Structural specificity in the suppression of HMG-CoA reductase in human fibroblasts by intermediates in bile acid biosynthesis

The effect of bile acid precursors on the activity of 3-hydroxy-3- methylglutaryl coenzyme A (HMG-CoA) reductase was investigated. Cholesterol and 34 of its derivatives, including 23 potential intermediates in bile acid biosynthesis, were incubated with cultures of human fibroblasts for 24 h in the absence or presence of lipoproteins, and the activity of HMG-CoA reductase was then determined.
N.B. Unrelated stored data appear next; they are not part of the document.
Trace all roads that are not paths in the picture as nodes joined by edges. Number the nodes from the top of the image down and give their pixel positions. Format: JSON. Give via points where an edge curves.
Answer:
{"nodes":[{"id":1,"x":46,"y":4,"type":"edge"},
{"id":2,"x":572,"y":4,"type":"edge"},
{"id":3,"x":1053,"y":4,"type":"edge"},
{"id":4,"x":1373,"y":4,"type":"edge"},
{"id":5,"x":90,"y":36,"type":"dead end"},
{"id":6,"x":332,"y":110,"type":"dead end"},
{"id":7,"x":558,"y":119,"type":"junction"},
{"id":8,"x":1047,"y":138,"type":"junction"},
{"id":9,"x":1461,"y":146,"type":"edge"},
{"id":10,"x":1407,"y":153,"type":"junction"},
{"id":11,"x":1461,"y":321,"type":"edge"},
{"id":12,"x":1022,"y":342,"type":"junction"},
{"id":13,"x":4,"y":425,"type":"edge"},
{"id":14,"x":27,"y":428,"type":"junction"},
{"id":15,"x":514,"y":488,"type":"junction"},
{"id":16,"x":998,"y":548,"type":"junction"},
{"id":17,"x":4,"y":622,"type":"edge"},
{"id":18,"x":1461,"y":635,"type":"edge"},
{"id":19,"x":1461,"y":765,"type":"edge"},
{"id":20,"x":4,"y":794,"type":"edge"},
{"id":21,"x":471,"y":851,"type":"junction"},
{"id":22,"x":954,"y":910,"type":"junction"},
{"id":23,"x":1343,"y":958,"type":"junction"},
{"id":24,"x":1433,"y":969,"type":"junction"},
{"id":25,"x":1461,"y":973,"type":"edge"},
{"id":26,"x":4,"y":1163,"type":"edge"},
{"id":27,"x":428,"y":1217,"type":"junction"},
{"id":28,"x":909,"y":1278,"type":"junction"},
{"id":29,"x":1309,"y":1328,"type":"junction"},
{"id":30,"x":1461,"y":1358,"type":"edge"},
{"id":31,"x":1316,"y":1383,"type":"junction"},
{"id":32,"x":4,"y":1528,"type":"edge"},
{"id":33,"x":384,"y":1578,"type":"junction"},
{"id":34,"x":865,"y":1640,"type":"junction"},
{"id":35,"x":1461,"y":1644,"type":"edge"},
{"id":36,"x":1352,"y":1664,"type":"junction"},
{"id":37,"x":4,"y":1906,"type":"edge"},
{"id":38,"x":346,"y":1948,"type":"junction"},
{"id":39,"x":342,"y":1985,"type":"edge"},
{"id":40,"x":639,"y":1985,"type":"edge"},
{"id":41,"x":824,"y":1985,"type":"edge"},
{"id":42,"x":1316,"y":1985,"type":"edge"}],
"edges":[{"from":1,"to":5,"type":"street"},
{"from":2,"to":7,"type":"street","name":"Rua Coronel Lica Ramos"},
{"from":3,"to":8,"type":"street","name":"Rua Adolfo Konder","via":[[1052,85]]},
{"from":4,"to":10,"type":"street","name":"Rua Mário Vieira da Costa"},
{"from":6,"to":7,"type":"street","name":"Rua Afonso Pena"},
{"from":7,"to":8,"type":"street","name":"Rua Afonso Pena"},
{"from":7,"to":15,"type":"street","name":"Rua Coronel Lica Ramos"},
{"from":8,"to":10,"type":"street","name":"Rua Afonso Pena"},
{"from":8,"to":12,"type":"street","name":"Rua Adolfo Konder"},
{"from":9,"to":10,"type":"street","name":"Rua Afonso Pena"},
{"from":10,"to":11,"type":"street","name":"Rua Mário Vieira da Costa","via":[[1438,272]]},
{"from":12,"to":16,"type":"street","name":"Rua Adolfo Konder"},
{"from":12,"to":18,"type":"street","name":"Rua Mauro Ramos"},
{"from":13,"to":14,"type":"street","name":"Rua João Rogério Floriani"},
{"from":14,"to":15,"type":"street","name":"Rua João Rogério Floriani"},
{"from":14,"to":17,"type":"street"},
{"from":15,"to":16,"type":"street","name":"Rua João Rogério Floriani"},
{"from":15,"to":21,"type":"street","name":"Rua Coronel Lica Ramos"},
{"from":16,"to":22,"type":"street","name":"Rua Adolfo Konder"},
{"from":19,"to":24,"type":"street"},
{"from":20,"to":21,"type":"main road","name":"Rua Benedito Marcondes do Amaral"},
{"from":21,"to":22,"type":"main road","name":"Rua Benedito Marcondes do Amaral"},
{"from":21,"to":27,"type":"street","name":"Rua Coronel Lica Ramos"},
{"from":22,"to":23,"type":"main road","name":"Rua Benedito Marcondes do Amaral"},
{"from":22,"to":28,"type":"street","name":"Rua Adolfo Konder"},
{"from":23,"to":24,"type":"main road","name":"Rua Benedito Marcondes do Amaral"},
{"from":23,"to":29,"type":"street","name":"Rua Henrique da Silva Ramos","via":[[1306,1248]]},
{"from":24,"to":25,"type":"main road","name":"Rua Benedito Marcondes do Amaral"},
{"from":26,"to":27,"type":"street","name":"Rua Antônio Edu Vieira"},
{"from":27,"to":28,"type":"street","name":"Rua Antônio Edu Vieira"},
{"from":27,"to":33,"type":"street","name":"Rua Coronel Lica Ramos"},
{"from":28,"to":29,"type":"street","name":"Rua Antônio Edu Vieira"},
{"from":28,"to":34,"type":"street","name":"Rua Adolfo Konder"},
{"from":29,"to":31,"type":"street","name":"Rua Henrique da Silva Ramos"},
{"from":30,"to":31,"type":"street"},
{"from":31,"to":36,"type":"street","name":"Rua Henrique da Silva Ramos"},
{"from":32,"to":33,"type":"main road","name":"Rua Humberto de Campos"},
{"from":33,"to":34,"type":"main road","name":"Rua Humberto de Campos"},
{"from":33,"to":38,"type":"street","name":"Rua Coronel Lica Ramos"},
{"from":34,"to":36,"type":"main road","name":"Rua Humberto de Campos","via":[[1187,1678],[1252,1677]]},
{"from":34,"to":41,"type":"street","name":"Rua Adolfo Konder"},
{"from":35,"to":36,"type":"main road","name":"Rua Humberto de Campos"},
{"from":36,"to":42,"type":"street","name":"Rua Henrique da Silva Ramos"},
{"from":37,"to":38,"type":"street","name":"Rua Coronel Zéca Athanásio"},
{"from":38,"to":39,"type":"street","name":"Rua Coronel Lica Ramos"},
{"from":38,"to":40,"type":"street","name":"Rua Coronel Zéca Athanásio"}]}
In the absence of lipoproteins, many of the bile acid intermediates were inhibitory at a high concentration (2.5 μM), while only three, 27-hydroxycholesterol, 7α,27-dihydroxy-4-cholesten-3-one, and 7α,12α,27-trihydroxy-4-cholesten-3-one, caused a significant suppression at lower concentrations (often >80% suppression at 0.25 μM). Even at 0.06 μM these sterols caused >50% suppression of the enzyme activity. In addition, 27-hydroxy-4-cholesten-3-one, not usually considered to be an intermediate in bile acid biosynthesis, was a very potent inhibitor. Comparative studies showed that the effect of the three bile acid precursors was similar to that of 25-hydroxy-, 24-hydroxy-, and 7-oxo-cholesterol and 3β-hydroxy-5α-cholest-8(14)-en-15-one. The presence of lipoproteins decreased or eliminated the inhibitory effect of most intermediates. Studies of the metabolism of the three most potent inhibitors in the fibroblasts indicated that the suppression was due to the compounds per se and not to products of their metabolism. The results show that a few specific intermediates in the formation of bile acids are potent suppressors of HMG- CoA reductase. Alternative biosynthetic pathways to bile acids may then have different regulatory roles in cholesterol biosynthesis, depending on the biological activities of the intermediates involved.